New hunt for Malaysia flight
CANBERRA, Australia -- A commercial vessel under contract from the Australian government has begun mapping the floor of the southern Indian Ocean in preparation for a renewed search for Malaysia Airlines' missing Flight 370, but that search has been complicated by a complete lack of satellite images of the new search area from the week after the plane disappeared.
The Fugro Equator, a commercial survey ship on a three-month lease, is moving slowly around an area that is 500 miles southwest of the region where the ocean floor was searched in April and early May.
North Korea targets movie
SEOUL, South Korea -- North Korea on Wednesday warned against the release of a Hollywood comedy film about a plot to assassinate its leader, Kim Jong Un, calling the movie an "act of war."
"If the United States administration tacitly approves or supports the release of this film, we will take a decisive and merciless countermeasure," a spokesman for its Foreign Ministry said in a statement carried by the state-run Korean Central News Agency.
The spokesman did not elaborate on what North Korea's retaliation might be.
Princess accused of fraud
MADRID -- The Spanish monarchy was dragged deeper into a corruption case Wednesday when Princess Cristina was charged with tax fraud and money laundering by a judge investigating whether her husband and business associates embezzled millions in public funds earmarked for sports events.

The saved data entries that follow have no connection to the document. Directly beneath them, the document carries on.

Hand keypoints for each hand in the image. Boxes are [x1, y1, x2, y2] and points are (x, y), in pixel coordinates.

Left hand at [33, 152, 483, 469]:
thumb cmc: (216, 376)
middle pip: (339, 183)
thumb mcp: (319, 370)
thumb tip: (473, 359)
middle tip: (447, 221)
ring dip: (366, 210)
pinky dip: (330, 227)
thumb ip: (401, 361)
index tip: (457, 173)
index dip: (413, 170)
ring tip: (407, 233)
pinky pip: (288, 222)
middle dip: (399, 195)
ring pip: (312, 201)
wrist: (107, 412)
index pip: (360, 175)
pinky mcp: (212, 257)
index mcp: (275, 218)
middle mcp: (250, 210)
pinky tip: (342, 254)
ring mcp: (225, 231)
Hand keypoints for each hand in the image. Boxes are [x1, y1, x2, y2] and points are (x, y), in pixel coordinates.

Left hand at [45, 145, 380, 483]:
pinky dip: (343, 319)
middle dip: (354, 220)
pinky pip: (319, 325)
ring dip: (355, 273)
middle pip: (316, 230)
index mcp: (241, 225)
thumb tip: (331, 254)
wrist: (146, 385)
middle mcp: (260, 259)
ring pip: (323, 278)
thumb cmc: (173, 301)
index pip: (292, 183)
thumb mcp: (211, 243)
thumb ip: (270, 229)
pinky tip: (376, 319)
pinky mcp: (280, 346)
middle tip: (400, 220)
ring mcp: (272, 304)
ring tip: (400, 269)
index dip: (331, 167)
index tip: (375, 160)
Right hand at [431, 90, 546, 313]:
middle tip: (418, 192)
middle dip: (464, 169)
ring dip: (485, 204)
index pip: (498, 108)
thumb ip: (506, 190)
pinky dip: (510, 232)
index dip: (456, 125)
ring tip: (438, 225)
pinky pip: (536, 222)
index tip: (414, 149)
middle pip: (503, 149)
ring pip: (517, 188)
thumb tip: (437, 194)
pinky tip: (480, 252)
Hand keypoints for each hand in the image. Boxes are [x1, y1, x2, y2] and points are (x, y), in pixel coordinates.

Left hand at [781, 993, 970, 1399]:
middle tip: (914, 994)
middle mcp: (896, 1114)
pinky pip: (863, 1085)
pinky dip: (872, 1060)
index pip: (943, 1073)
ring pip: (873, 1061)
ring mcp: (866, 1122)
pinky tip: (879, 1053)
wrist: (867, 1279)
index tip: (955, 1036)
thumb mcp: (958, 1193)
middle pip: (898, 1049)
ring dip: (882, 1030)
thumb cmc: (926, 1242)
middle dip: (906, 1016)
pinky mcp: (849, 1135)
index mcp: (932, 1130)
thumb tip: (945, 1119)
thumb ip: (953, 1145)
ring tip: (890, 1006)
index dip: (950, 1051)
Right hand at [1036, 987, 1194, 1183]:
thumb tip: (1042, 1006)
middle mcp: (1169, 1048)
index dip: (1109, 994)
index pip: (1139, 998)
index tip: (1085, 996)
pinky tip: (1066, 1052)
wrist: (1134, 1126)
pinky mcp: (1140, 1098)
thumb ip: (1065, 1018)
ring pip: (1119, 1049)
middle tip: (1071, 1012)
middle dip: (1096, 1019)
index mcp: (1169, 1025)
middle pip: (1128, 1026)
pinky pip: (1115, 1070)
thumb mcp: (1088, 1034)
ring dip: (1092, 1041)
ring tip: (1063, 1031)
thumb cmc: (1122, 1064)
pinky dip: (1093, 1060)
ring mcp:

The royal household had hoped to contain the scandal to the princess' husband, Iñaki Urdangarin, who has been at the heart of the corruption investigation. The charges come less than a week after Princess Cristina's brother ascended to the throne as King Felipe VI, succeeding his father, King Juan Carlos I.
Also in the world ...
Poland's Prime Minister Donald Tusk, seeking to steady his government shaken by a scandal over leaked recordings, won a vote of confidence Wednesday on the eve of a European Union summit on energy security in Brussels. ... The jury in Britain's long-running phone-hacking trial was dismissed Wednesday after it failed to reach a verdict on additional charges against Andy Coulson, a former editor in Rupert Murdoch's media empire and onetime top adviser to Prime Minister David Cameron. Mr. Coulson was found guilty Tuesday on phone-hacking charges.